If you are on the LAN (10.10.9.0/24) side behind pfSense01, you will be able to access machines through the Site to Site connection and communicate with machines on the other end, for example 10.10.10.99.
But if you are the VPN Client, you will be able to only access machines in the 10.10.9.0/24 network.
Our aim is to provide the VPN Client access to network behind pfSense02 (10.10.10.0/24) in addition to the 10.10.9.0/24 one.
Configuration
If you have already configured Road Warrior and Site To Site configuration skip to the Advanced Configuration section below.
Road Warrior
For reference how to configure it, you can look at my other posts, and choose depending on your needs:
pfSense 2.0 RC1 configuration of OpenVPN Server for Rad Warrior with TLS and User Authentication
OpenVPN with LDAP authentication on pfSense 2.0 RC1
OpenVPN with RADIUS authentication on pfSense 2.0 RC1
Site To Site
In case that you don’t have a site to site configuration ready, you can check out one of this posts:
Building Site to Site Connection with OpenVPN on pfSense 2.0 RC1 with Shared Key
Building Site to Site Connection with OpenVPN on pfSense 2.0 RC1 with PKI
Advanced Configuration
On pfSense 01,navigate to VPN > OpenVPN
on the Server leaf, in the Road Warrior configuration scroll down to the bottom section titled Advanced Configuration
and enter this line:
push “route 10.10.10.0 255.255.255.0”;
On pfSense 02, again navigate to VPN > OpenVPN, on the Client leaf, and open the Site To Site configuration
Scroll down to the bottom section titled Advanced Configuration, and enter this line:
route 10.123.45.0 255.255.255.0;
Explanation
As jimp explained in the thread mentioned below,
The push “route 10.10.10.0 255.255.255.0”; on the Road Warrior configuration tells the client that they can reach machines on the second site via the OpenVPN connection. While establishing connation OpenVPN Client adds an additional route to the second site.

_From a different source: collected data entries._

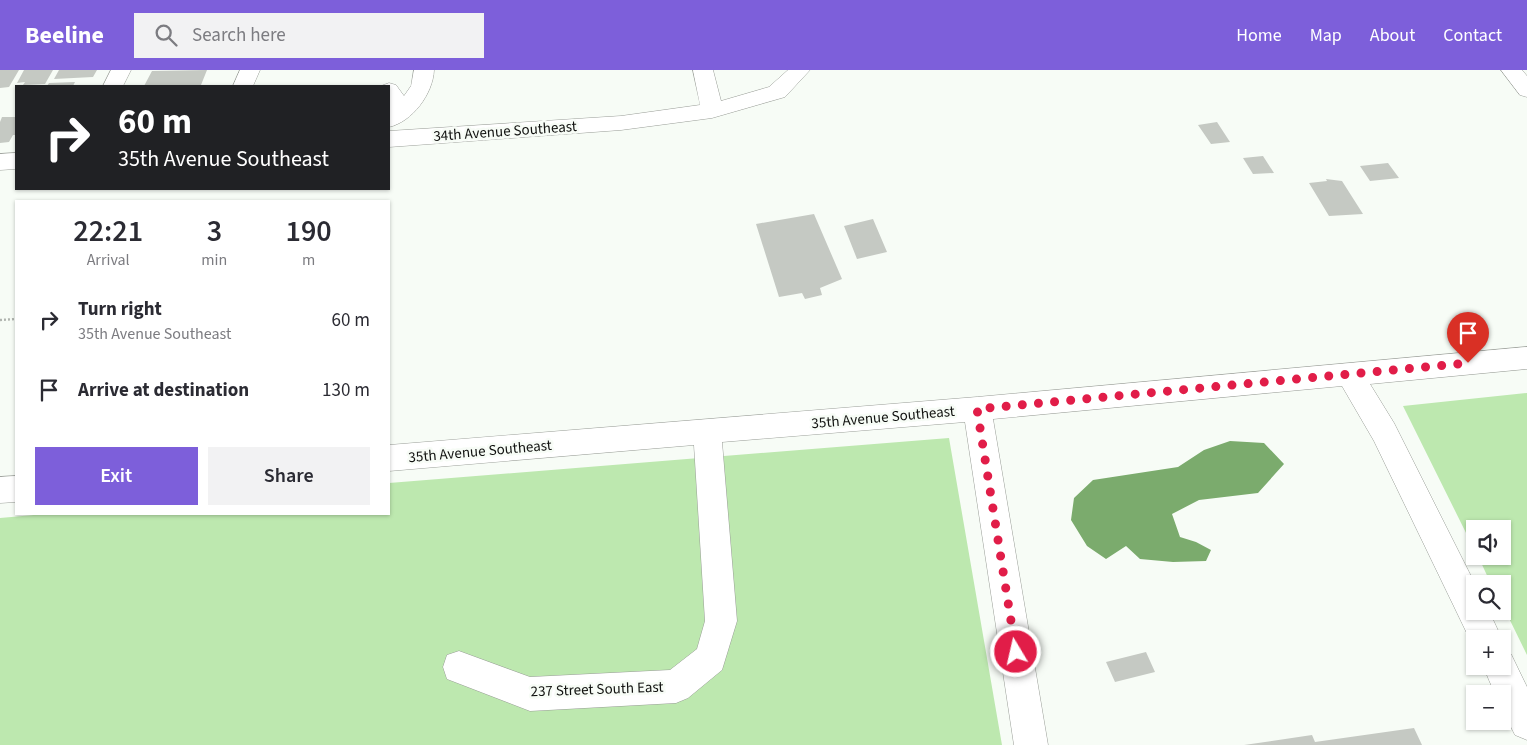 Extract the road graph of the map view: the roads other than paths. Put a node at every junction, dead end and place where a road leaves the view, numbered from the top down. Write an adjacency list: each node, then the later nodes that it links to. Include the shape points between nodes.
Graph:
1 (121, 70): 7 (street)
2 (250, 70): 8 (street)
3 (424, 70): 12 (street, via 420,92)
4 (703, 70): 11 (street)
5 (800, 70): 11 (street, 34th Avenue Southeast, via 777,92)
6 (1511, 70): 9 (street)
7 (114, 85)
8 (243, 85)
9 (1527, 90)
10 (390, 100): 12 (street)
11 (712, 111): 13 (street, 34th Avenue Southeast, via 621,123)
12 (395, 115)
13 (390, 139)
14 (15, 161): 15 (street)
15 (0, 162)
16 (1527, 358): 17 (street, 35th Avenue Southeast)
17 (1350, 375): 18 (street, 35th Avenue Southeast); 23 (street, via 1384,432)
18 (977, 409): 19 (street, 35th Avenue Southeast); 27 (street)
19 (707, 432): 20 (street, 35th Avenue Southeast); 24 (street, 237 Street South East, via 721,621 711,659 676,686 530,694)
20 (390, 458)
21 (15, 489): 22 (street)
22 (0, 490)
23 (1482, 630)
24 (459, 667)
25 (1503, 675): 26 (street)
26 (1527, 723)
27 (1031, 745) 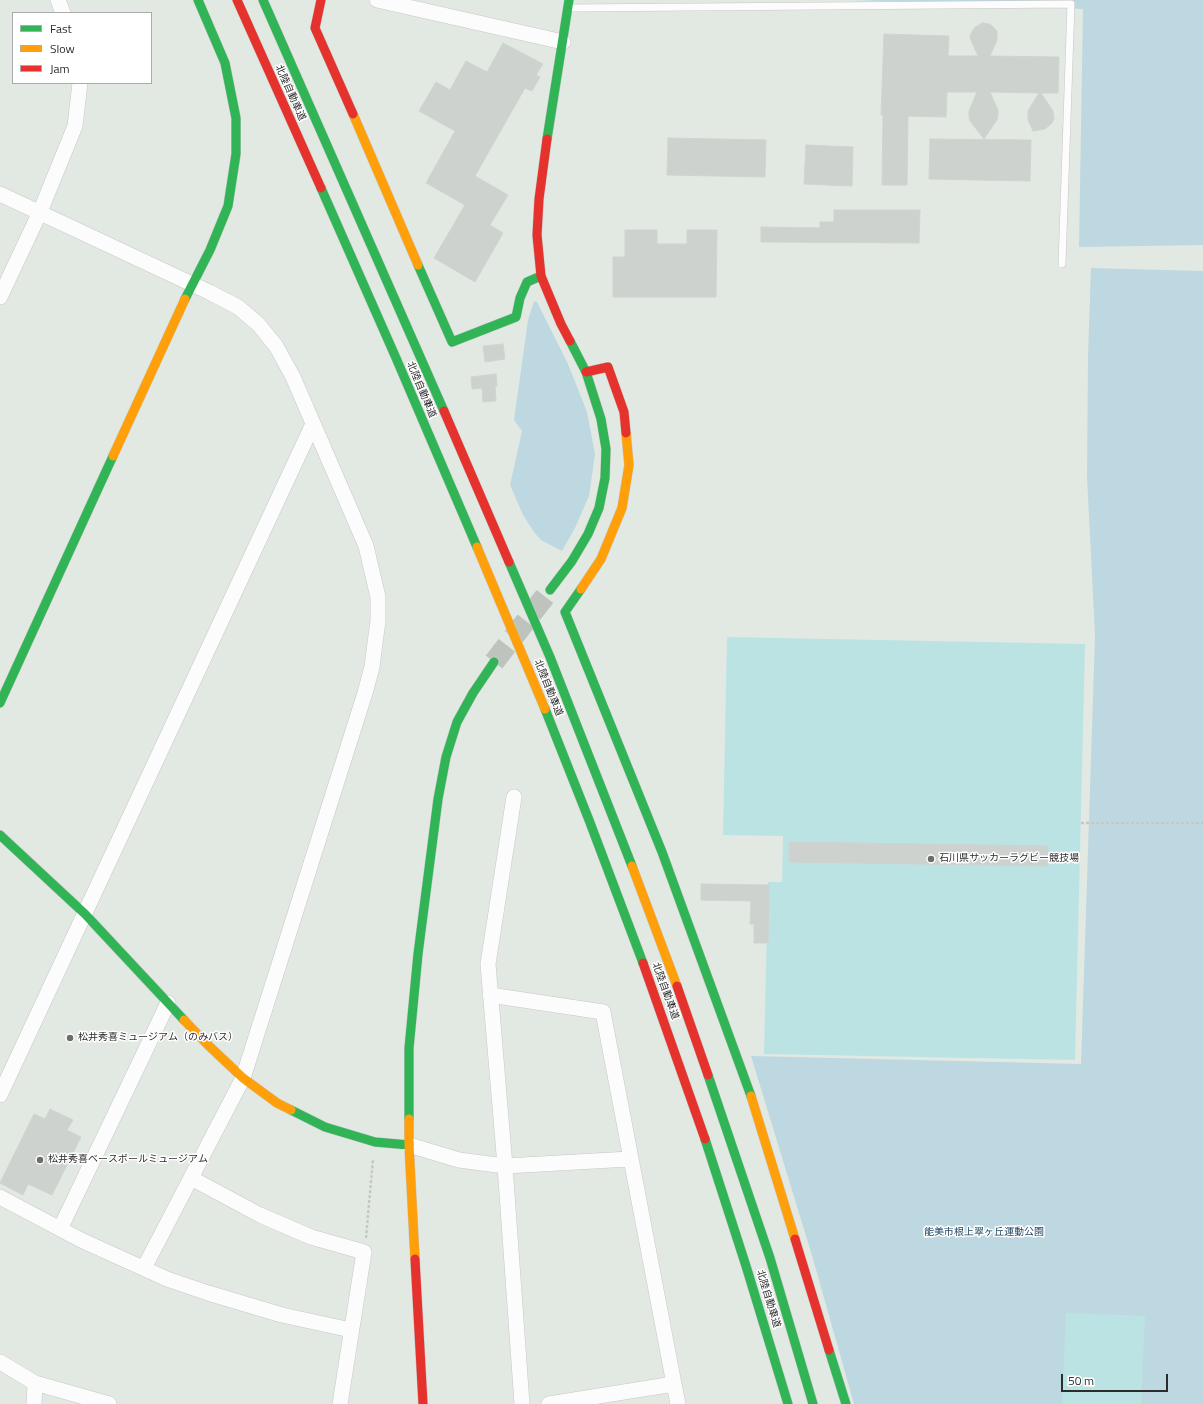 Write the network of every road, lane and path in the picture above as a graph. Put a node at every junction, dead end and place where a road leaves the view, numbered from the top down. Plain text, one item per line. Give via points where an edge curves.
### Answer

The route 10.123.45.0 255.255.255.0; will instruct the second site how to answer on requests from the OpenVPN Client.
Testing
After you save the configuration changes, connect to the Road Warrior, and test you connectivity to machine on both sites.
References
While I was configuring similar setup, the routing part was new to me and I found it difficult to grasp at the time, but thanks to jimp’s help on the matter everything is crystal clear.
You can check out the thread in the pfSense forum here:
Topic: Routing Road Warrior to Site-To-Site, pfSense as OpenVPN client configuration
Thanks! I missed the return route in my similar setup! Your guide helped me a lot 🙂 Though, a little confusing that in your example the WAN addresses are in the private range…
Yes they are, because of my lab setup. You could take a look at my network lab setup
This is way more helpful than aynthing else I’ve looked at.
very sorry english speech very basic. first time at this site, thx
for writing. #_# from Hungary
I just wanted you to know that year 2018 this was still helpful!